SHEN Yunqi , LI Fengxia , ZHANG Yan , LIU Changyin , ZHANG Xuhui
2020, 27(5):134-142. DOI: 10.13673/j.cnki.cn37-1359/te.2020.05.016
Abstract:The hydraulic fracturing technology has been widely applied to the development of shale gas and oil reservoirs.In order to increase the productivity,the proppant and sand-carrying fluid are mixed into the fracture according to different mass ratios,which can form an effective proppant layout,thereby improving the fracture conductivity. The transportation distance and laying range of proppant in the complex fracture network are important indicators to measure the effect of hydraulic fracturing. Physical experiments are conducted to study the effects of the sand ratio,angle between main fracture and branch fracture and type of proppant on the proppant transportation and layout in complex fracture networks. It is found that:①As the sand ratio increased from 3.0% to 4.2%,the ratio of proppant layout height to fracture height in the main fracture increases from 0.44 to 0.465,and the ratio of proppant mass in branch fracture to proppant mass in the complex fracture network increases from 17% to 25%. ②As the angle between the main fracture and the branch fracture decreases from 90° to 30°,the ratio of the mass of proppant in the branch fracture to the mass of proppant in the complex fracture network increases from 22% to 30%. ③The ratio of the mass of the proppant entering the complex fracture network to the total mass of the proppant used in the experiment shows a tendency to increase rapidly and then slowly with the ratio of the experiment time to the total experiment time.
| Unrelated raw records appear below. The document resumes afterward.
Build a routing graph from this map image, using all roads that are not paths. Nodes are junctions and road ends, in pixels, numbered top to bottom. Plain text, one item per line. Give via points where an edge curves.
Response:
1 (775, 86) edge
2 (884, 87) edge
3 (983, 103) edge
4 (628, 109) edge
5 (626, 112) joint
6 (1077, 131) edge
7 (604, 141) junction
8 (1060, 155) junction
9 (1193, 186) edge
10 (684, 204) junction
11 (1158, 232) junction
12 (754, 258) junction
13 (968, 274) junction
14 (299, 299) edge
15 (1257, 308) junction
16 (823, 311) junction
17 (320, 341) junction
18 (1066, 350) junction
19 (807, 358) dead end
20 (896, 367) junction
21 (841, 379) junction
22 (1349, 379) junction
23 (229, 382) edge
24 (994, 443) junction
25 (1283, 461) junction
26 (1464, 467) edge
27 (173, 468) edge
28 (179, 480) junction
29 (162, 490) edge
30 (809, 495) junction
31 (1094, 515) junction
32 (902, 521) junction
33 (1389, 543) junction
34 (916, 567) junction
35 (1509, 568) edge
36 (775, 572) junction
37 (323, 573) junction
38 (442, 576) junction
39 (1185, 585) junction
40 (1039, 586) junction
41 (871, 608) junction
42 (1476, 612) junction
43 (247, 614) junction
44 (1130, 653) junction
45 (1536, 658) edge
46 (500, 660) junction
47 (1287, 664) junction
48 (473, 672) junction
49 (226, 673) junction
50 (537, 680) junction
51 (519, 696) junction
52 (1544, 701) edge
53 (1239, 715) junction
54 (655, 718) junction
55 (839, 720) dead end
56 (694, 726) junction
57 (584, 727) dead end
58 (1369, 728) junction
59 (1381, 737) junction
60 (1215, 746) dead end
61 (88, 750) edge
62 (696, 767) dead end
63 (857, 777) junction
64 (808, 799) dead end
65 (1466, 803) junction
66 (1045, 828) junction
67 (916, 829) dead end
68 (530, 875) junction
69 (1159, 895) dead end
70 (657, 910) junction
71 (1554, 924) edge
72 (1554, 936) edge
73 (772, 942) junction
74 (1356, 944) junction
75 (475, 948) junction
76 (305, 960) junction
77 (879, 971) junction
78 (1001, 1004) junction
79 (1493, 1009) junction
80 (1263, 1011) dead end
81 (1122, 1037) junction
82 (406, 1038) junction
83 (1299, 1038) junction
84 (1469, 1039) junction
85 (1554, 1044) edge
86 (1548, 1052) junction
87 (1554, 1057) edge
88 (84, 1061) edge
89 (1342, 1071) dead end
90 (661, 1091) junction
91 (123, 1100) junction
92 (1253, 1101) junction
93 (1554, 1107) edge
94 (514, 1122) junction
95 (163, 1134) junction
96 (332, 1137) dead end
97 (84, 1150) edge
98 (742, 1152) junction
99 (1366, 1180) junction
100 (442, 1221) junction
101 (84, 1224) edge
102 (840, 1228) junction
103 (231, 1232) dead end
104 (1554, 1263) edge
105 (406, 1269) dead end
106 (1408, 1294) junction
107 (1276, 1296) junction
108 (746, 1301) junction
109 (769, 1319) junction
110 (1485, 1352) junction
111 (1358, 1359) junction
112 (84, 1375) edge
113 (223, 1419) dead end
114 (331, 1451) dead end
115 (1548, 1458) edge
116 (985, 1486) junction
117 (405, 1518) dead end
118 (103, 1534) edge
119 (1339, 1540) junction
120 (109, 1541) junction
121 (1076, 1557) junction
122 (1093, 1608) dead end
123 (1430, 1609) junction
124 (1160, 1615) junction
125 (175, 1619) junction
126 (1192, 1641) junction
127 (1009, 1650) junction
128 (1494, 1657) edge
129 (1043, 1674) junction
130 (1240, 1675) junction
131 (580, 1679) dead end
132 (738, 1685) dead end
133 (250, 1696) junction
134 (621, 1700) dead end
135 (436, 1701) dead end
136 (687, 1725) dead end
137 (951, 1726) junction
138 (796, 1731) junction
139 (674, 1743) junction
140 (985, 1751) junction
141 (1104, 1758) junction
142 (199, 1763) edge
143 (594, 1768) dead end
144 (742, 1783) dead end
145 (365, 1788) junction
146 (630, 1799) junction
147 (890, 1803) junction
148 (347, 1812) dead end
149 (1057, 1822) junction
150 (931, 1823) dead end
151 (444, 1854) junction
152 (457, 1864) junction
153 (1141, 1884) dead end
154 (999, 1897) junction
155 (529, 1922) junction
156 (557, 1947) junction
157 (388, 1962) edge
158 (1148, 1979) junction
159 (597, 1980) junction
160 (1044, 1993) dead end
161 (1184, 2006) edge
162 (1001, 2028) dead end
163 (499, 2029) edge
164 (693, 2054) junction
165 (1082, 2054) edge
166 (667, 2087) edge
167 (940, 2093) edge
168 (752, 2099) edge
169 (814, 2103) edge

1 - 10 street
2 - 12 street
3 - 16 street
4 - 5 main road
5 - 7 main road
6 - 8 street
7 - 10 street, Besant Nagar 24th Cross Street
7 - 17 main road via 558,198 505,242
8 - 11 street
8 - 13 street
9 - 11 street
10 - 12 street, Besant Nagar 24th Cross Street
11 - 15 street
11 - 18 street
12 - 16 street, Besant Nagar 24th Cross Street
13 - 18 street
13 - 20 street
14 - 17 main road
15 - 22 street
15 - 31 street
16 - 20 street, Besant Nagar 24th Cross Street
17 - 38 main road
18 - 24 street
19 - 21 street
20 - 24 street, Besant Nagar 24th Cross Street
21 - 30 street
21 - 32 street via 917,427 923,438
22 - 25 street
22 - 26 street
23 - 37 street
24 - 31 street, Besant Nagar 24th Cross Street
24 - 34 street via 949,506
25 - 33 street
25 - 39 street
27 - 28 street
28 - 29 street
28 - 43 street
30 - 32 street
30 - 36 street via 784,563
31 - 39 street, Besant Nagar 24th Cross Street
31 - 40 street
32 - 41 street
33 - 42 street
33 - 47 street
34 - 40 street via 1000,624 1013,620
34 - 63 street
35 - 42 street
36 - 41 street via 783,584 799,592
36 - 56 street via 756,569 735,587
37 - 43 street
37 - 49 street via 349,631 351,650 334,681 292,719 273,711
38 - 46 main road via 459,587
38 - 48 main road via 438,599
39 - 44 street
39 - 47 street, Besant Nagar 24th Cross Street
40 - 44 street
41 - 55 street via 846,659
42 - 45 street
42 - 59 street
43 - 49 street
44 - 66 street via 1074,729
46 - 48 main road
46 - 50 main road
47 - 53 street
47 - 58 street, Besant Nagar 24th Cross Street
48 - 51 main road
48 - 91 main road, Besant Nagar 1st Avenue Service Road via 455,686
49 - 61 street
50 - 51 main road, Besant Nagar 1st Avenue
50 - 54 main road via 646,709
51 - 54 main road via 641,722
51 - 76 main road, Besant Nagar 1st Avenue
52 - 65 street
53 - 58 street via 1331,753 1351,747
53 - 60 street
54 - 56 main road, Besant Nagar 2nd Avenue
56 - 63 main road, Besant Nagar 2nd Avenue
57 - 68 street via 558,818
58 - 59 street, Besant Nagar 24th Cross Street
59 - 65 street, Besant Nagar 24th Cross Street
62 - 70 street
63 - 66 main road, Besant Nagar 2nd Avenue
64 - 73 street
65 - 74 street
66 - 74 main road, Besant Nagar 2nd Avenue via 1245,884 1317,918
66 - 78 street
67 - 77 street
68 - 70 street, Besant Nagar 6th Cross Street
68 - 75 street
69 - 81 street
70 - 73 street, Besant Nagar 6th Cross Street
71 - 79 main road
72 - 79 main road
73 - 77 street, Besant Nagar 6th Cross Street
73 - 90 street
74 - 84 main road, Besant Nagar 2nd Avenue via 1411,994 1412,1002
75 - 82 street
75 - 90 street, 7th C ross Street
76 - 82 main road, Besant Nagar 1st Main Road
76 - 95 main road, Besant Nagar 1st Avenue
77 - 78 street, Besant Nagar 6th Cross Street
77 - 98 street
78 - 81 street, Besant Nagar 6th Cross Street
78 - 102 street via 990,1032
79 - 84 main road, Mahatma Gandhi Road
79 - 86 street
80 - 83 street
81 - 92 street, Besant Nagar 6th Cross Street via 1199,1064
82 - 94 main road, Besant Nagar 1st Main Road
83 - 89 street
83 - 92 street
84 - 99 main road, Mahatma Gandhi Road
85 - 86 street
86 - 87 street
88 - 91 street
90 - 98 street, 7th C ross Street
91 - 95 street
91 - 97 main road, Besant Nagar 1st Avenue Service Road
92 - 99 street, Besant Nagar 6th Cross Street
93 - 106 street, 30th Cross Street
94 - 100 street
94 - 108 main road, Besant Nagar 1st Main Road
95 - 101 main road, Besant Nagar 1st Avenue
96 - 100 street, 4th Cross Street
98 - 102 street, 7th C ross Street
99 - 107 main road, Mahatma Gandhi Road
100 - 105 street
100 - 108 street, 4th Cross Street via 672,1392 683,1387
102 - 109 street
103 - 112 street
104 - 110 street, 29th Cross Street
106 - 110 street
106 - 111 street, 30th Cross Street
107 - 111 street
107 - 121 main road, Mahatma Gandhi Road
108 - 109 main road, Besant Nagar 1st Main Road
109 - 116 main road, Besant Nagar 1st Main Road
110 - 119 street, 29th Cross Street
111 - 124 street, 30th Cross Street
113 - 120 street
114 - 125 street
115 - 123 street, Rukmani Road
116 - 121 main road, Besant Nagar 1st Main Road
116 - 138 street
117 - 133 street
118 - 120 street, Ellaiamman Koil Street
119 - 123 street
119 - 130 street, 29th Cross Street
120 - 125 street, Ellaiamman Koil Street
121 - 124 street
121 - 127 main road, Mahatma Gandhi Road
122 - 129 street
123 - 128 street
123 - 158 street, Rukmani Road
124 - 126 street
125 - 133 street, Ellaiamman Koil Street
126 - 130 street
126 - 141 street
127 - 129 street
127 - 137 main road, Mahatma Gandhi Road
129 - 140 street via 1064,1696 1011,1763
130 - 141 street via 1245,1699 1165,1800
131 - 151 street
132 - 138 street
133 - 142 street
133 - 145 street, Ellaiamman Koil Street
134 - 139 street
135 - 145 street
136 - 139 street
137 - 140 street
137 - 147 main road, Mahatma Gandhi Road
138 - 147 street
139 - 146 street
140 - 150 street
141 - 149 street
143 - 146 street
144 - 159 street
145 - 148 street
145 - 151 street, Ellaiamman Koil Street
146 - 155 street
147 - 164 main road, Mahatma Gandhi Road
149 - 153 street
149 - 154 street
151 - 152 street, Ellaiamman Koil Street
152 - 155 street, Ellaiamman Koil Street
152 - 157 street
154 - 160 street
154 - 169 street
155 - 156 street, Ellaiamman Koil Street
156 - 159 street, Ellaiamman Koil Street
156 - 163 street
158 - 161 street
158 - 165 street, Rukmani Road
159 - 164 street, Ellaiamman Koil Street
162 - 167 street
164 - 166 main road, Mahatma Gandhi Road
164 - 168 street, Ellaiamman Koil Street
When the ratio of the experimental time to the total experimental time is 0.6,the ratio of the mass of the proppant entering the complex fracture network to the total mass of the proppant used in the experiment is 65% to 80%. ④The ceramsite and self-suspending proppant are not well placed at the entrance of the fracture. The proppant layout height has obvious abrupt changes at the intersection of the main fracture and the branch fracture and at the position where the fracture height changes.